Par Fritz DESHOMMES, Vice-Recteur élu de l’Université d’Etat d’Haïti - aout 2002
Le Ministère de l’Education Nationale de la Jeunesse et des Sports (MENJS) n’a pas d’état d’âme. Il y a eu une décision de justice concernant l’Université d’Etat d’Haiti et son Conseil Exécutif. Il devait l’appliquer. D’ailleurs lui aussi a été assigné par les " citoyens-étudiants ". Il n’y est donc pour rien. La seule issue qui reste c’est que " les contestataires doivent aller en appel ".
Voilà plus ou moins la position exprimée par les responsables du ministère. Les choses se sont-elles vraiment ainsi passées ? Se pourrait-il que le Ministère ait eu une attitude plus active ? Ou même, n’est-il pas possible de démontrer que l’action ministérielle est allée au-delà des " injonctions " réelles du Juge des Référés ?
Le MENJS et la Procédure Judiciaire
Reprenons les choses dès le début. C’est vrai que le Ministère n’a pas été l’instance à avoir introduit l’action en justice. C’est également vrai qu’il a été lui aussi interpellé : dans l’affaire, il figure comme défendeur au même titre que le Conseil Exécutif de l’UEH. Mais quelle a été son attitude en la circonstance ?
D’abord a-t-il eu le même traitement que le dit Conseil Exécutif en ce qui a trait à la réception de l’assignation ? A-t-il eu l’occasion de se défendre ou de faire entendre son point de vue ?
Si oui, il serait intéressant de connaître la position adoptée en la circonstance. A-t-il reconnu la compétence du Tribunal des Référés ? Admet-il d’être ainsi interpellé par dix " citoyens-étudiants " ? S’est-il enquis des raisons pour lesquelles le Conseil Exécutif de l’UEH n’était pas présent ou n’a pas su se défendre ?
Quant au fond, le ministère aurait pu brandir la Constitution et les " Dispositions Transitoires " régissant l’UEH. Ce dernier document pourrait être méconnu par le juge, les étudiants pourraient en ignorer l’existence mais le ministère, en étant dûment signataire, ne peut ne pas s’y référer toutes les fois qu’il s’agit de l’UEH.
Rappelons que les " Dispositions Transitoires ", constituent un accord signé en 1997 entre le Ministère de l’Education Nationale et le Conseil de l’Université d’Etat d’Haiti.. Elles portent notamment sur :
les fondements et les éléments constitutifs du statut d’indépendance et d’autonomie de l’UEH ;
les principaux organes de l’UEH, leurs attributions respectives, le mode de désignation de leurs dirigeants.
A moins que le Ministère n’ait pas non plus reçu l’assignation et ait été mis devant le fait accompli. Dans ce cas, ne devrait-il pas automatiquement protester contre la violation de son droit de se défendre et d’exprimer son opinion sur une matière qui le concerne au premier chef ? Sans compter les autres vices de procédure déjà signalés.
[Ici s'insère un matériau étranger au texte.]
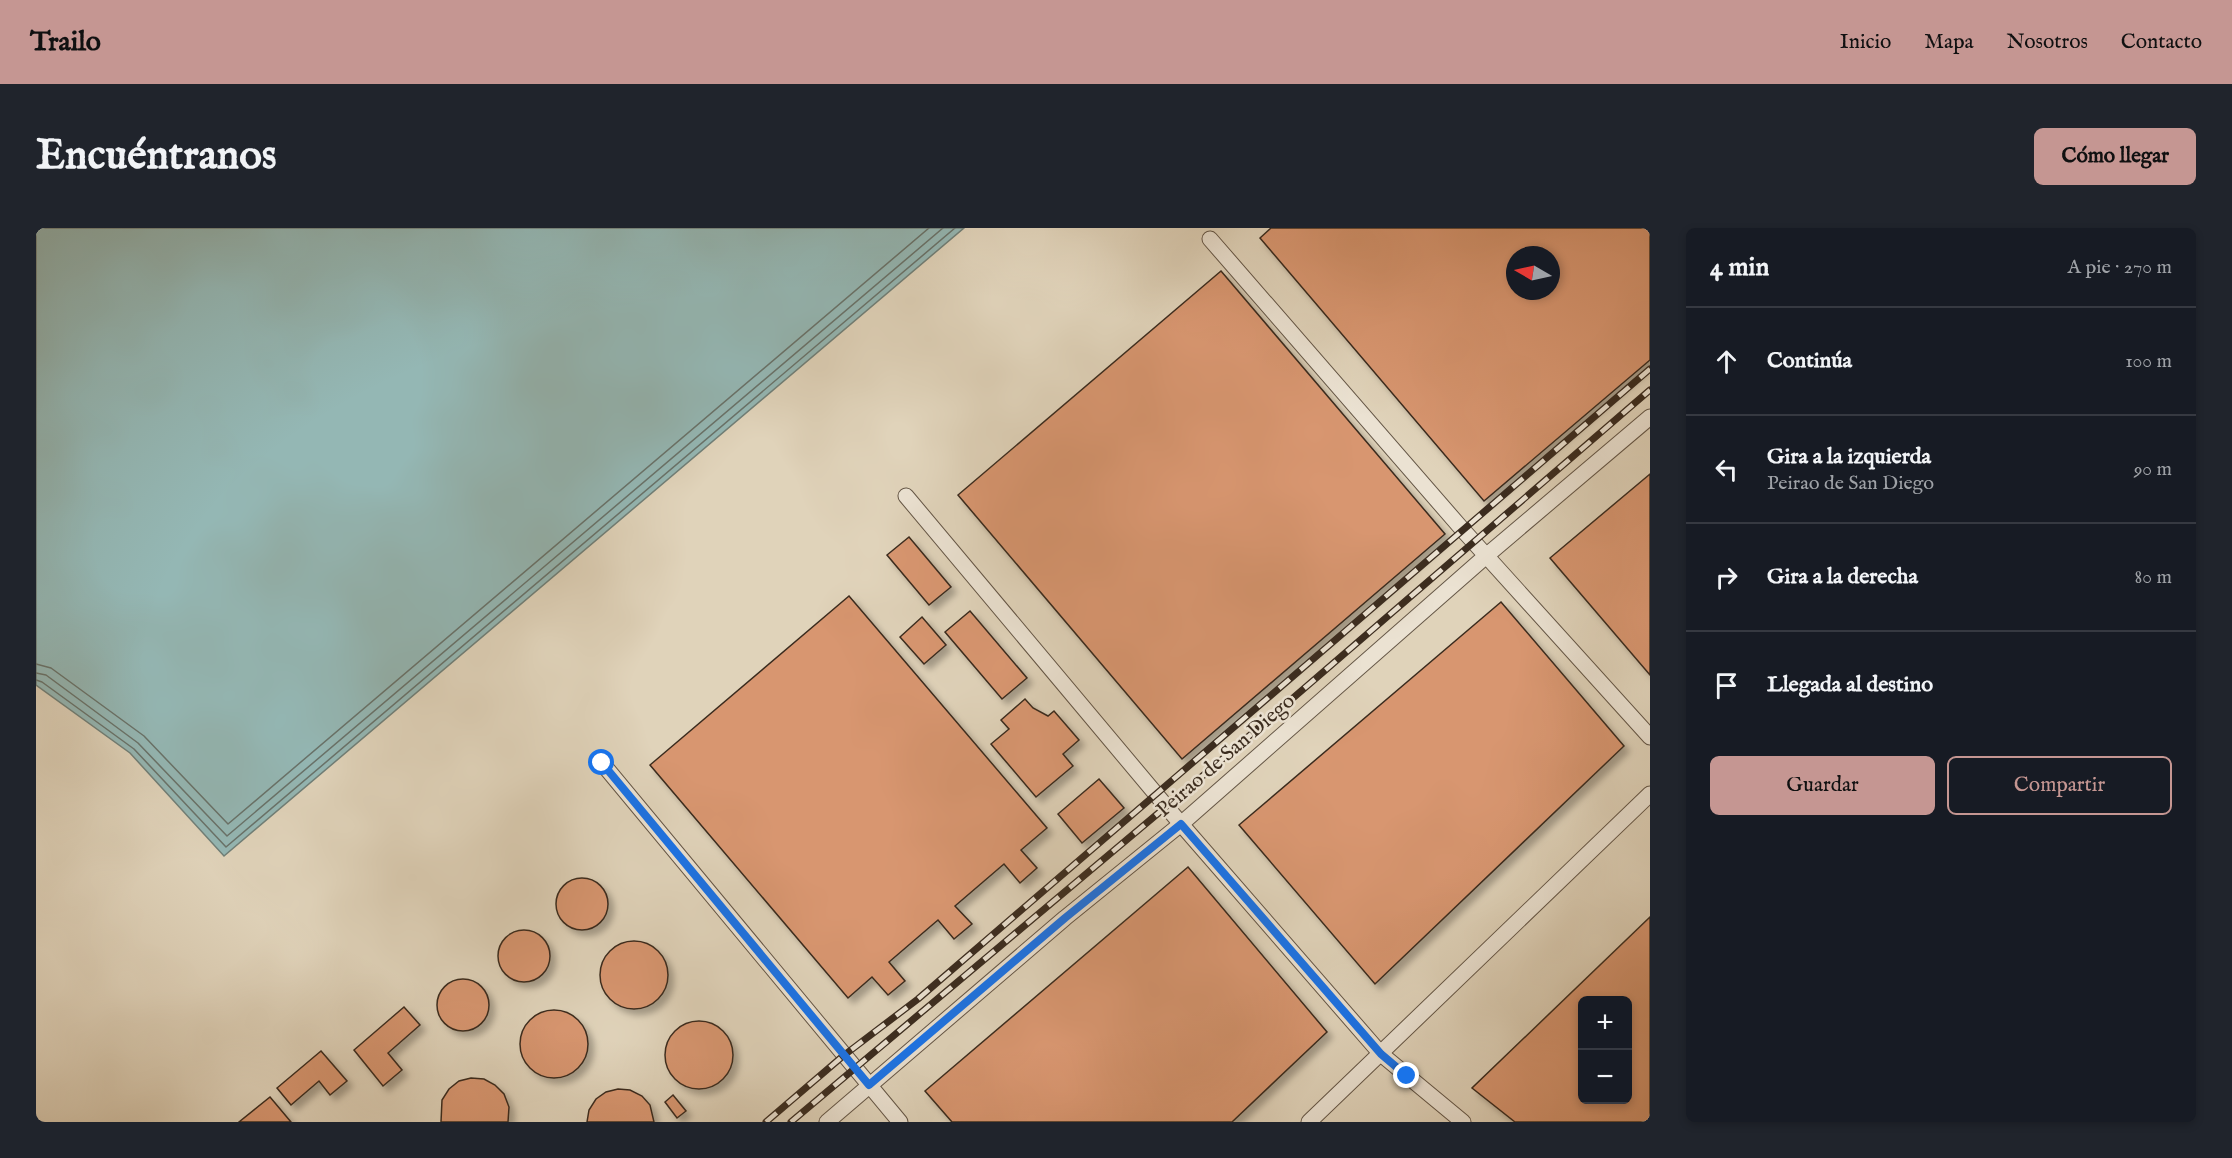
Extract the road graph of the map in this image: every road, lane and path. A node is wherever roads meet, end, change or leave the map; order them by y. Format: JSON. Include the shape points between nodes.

Mais, dirait-on, pourquoi le Ministère s’embarrasserait-il de tant de scrupules face à une institution avec laquelle les rapports ne sont pas toujours cordiaux, si l’on en croit sa titulaire ? L’ordonnance qui en est résultée ne tranche-t-elle pas en sa faveur ?
Pourquoi ? Par principe. Pour la vérité. Pour l’éthique. Pour l’honneur. Car il s’agit bien de l’Etat. Et pas n’importe quel organisme de l’Etat : le Ministère de l’Education Nationale, de la Jeunesse et des Sports. C’est bien l’Etat qui " veille à la formation physique, intellectuelle, morale, professionnelle, sociale et civique de la population ", nous dit la Constitution en son article 32. Retenons deux adjectifs : morale et civique.
Le Ministre a des raisons personnelles pour agir en ce sens. Dans un article paru dans " Le Nouvelliste " du 6 aout dernier sous sa signature, n’a-t-elle pas insisté sur sa qualité d’ ancienne secrétaire générale de l’Université et professeure de carrière " ? N’a-t-elle pas reconnu qu’il " s’agit d’une institution qu’il convient de renforcer en raison du rôle majeur qu’elle est appelée à jouer dans le processus de construction de la démocratie chez nous ".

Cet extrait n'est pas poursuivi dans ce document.